Das Deutsche Kaiserreich unter Kaiser Wilhelm II.

Kaiser Wilhelm I. verstarb am 9. März 1888. Drei Tage später wurde sein Sohn, der schwerkranke Friedrich III., zum neuen Kaiser proklamiert. Mit seiner Inthronisierung verbanden sich Hoffnungen auf eine Liberalisierung des Reiches und einen größeren Einfluss des Parlaments auf politische Entscheidungen. Wegen seiner Krankheit konnte er die Politik allerdings kaum beeinflussen. Lediglich die Entlassung des hochkonservativen preußischen Innenministers von Puttkamer war ein Zeichen in die erwartete Richtung. Bereits 99 Tage nach seinem Amtsantritt, am 15. Juni 1888, starb Friedrich III. an Kehlkopfkrebs. Aufgrund der kurzen Amtszeit wird er auch als „99-Tage-Kaiser“ bezeichnet. Zehn Tage nach seinem Tod wurde sein 29-jähriger Sohn als Kaiser Wilhelm II. inthronisiert.

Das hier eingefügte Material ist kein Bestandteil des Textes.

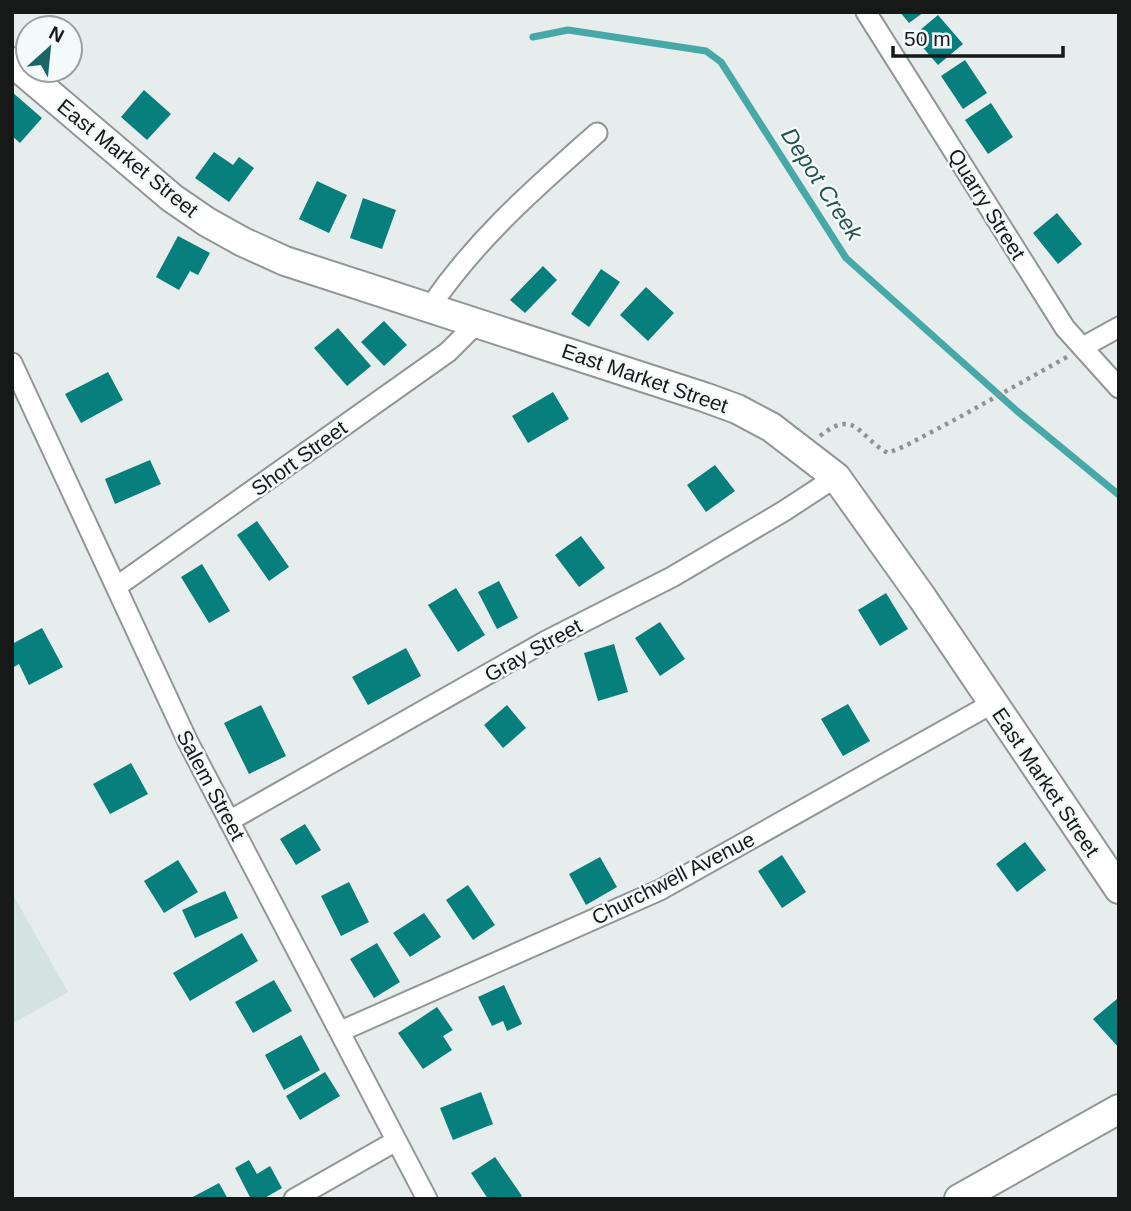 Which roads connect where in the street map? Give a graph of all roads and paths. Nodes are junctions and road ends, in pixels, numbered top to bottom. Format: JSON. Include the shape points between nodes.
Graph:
{"nodes":[{"id":1,"x":866,"y":12,"type":"edge"},
{"id":2,"x":12,"y":62,"type":"edge"},
{"id":3,"x":597,"y":133,"type":"dead end"},
{"id":4,"x":430,"y":307,"type":"junction"},
{"id":5,"x":477,"y":323,"type":"junction"},
{"id":6,"x":1119,"y":327,"type":"edge"},
{"id":7,"x":1083,"y":347,"type":"junction"},
{"id":8,"x":12,"y":363,"type":"edge"},
{"id":9,"x":1119,"y":388,"type":"edge"},
{"id":10,"x":817,"y":439,"type":"dead end"},
{"id":11,"x":836,"y":477,"type":"junction"},
{"id":12,"x":116,"y":587,"type":"junction"},
{"id":13,"x":993,"y":703,"type":"junction"},
{"id":14,"x":229,"y":821,"type":"junction"},
{"id":15,"x":1119,"y":890,"type":"edge"},
{"id":16,"x":341,"y":1031,"type":"junction"},
{"id":17,"x":1119,"y":1109,"type":"edge"},
{"id":18,"x":396,"y":1141,"type":"junction"},
{"id":19,"x":295,"y":1199,"type":"edge"},
{"id":20,"x":427,"y":1199,"type":"edge"},
{"id":21,"x":959,"y":1199,"type":"edge"}],
"edges":[{"from":1,"to":7,"type":"street","name":"Quarry Street","via":[[1065,328]]},
{"from":2,"to":4,"type":"street","name":"East Market Street","via":[[172,198],[207,222],[285,261]]},
{"from":3,"to":4,"type":"street","via":[[502,218],[452,274]]},
{"from":4,"to":5,"type":"street","name":"East Market Street"},
{"from":5,"to":11,"type":"street","name":"East Market Street","via":[[737,409],[771,427]]},
{"from":5,"to":12,"type":"street","name":"Short Street","via":[[448,352]]},
{"from":6,"to":7,"type":"street"},
{"from":7,"to":9,"type":"street","name":"Quarry Street"},
{"from":7,"to":10,"type":"path","via":[[888,453],[851,424],[842,423]]},
{"from":8,"to":12,"type":"street","name":"Salem Street"},
{"from":11,"to":13,"type":"street","name":"East Market Street"},
{"from":11,"to":14,"type":"street","name":"Gray Street","via":[[672,577],[546,641]]},
{"from":12,"to":14,"type":"street","name":"Salem Street"},
{"from":13,"to":15,"type":"street","name":"East Market Street"},
{"from":13,"to":16,"type":"street","name":"Churchwell Avenue","via":[[660,890]]},
{"from":14,"to":16,"type":"street","name":"Salem Street"},
{"from":16,"to":18,"type":"street","name":"Salem Street"},
{"from":17,"to":21,"type":"street"},
{"from":18,"to":19,"type":"street"},
{"from":18,"to":20,"type":"street","name":"Salem Street"}]}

Mit dem Tod Friedrich III. und der Machtübernahme Wilhelm II. ging auch nach und nach die Ära Otto von Bismarcks zu Ende. Er wurde 1890 aus seinem Amt entlassen. Damit änderte sich auch grundlegend die deutsche Außenpolitik. Historiker sagen heute häufig, dass damals bereits der Grundstein für den Ersten Weltkrieg gelegt wurde. Denn: Fortan formulierte Kaiser Wilhelm II. für Deutschland eine ‚Weltgeltung‘. Er verabschiedete sich von der bisherigen Bündnispolitik und versuchte dem wirtschaftlich starken Deutschland eine Vormachtstellung zu sichern.

Der nachbarschaftliche Argwohn stieg – gefördert durch den enormen wirtschaftlichen Druck, der inzwischen von Deutschland ausging. England als der ‚wirtschaftliche Maß der Dinge‘ wurde überflügelt. Seinerzeit prägte sich auch der Begriff ‚Made in Germany‘. Englische Industrielle wollten damit auf die minderwertige Qualität deutscher Produkte hinweisen. Das kehrte sich jedoch ins Gegenteil. Made in Germany wurde zu einem Qualitätsstandard. Das fußte auf den enormen wissenschaftlichen Errungenschaften, den deutsche Forscher und Ingenieure seinerzeit erarbeiteten. Albert Einstein, Max Planck waren in aller Munde. Innerhalb weniger Jahre erhielten deutsche Forscher nicht weniger als 21 Nobelpreise. Viele dieser Erfindungen nutzen wir noch heute. Das Waschmittel Persil ist ein Beispiel dafür. Es geht auf deutsche Erfinder zurück.

Kaiser Wilhelm II. war von diesen Errungenschaften begeistert und erkannte früh die Bedeutung der Wissenschaft für den weiteren technischen Fortschritt des Landes – auch im Bereich der Militärtechnik. Denn Deutschland erstarkte in diesen Jahren auch in diesem Bereich. Militärisch eh schon hochgerüstet, setzte Kaiser Wilhelm II. darauf, die Stärke der Armee stetig auszubauen.

Obwohl Kaiser Wilhelm II. immer wieder seinen guten und friedlichen Willen bekundete, zerschlägt er in den Folgejahren durch wenig diplomatische Aussagen und seinem wechselhaften Verhalten auf europäischer Bühne viel Porzellan. Er überschätzt seinen Einfluss – beispielsweise auf den verwandten russischen Zaren. All dies lieferte den Ententemächten, die sich durch das wirtschaftlich und militärisch aufstrebende Deutschland bedroht fühlen, willkommene Anlässe, sich durch neue Bündnisse zusammenzuschmieden. Das wiederum führt dazu, dass sich das Deutsche Kaiserreich eingekreist fühlt und in Österreich seinen letzten großen Verbündeten sieht.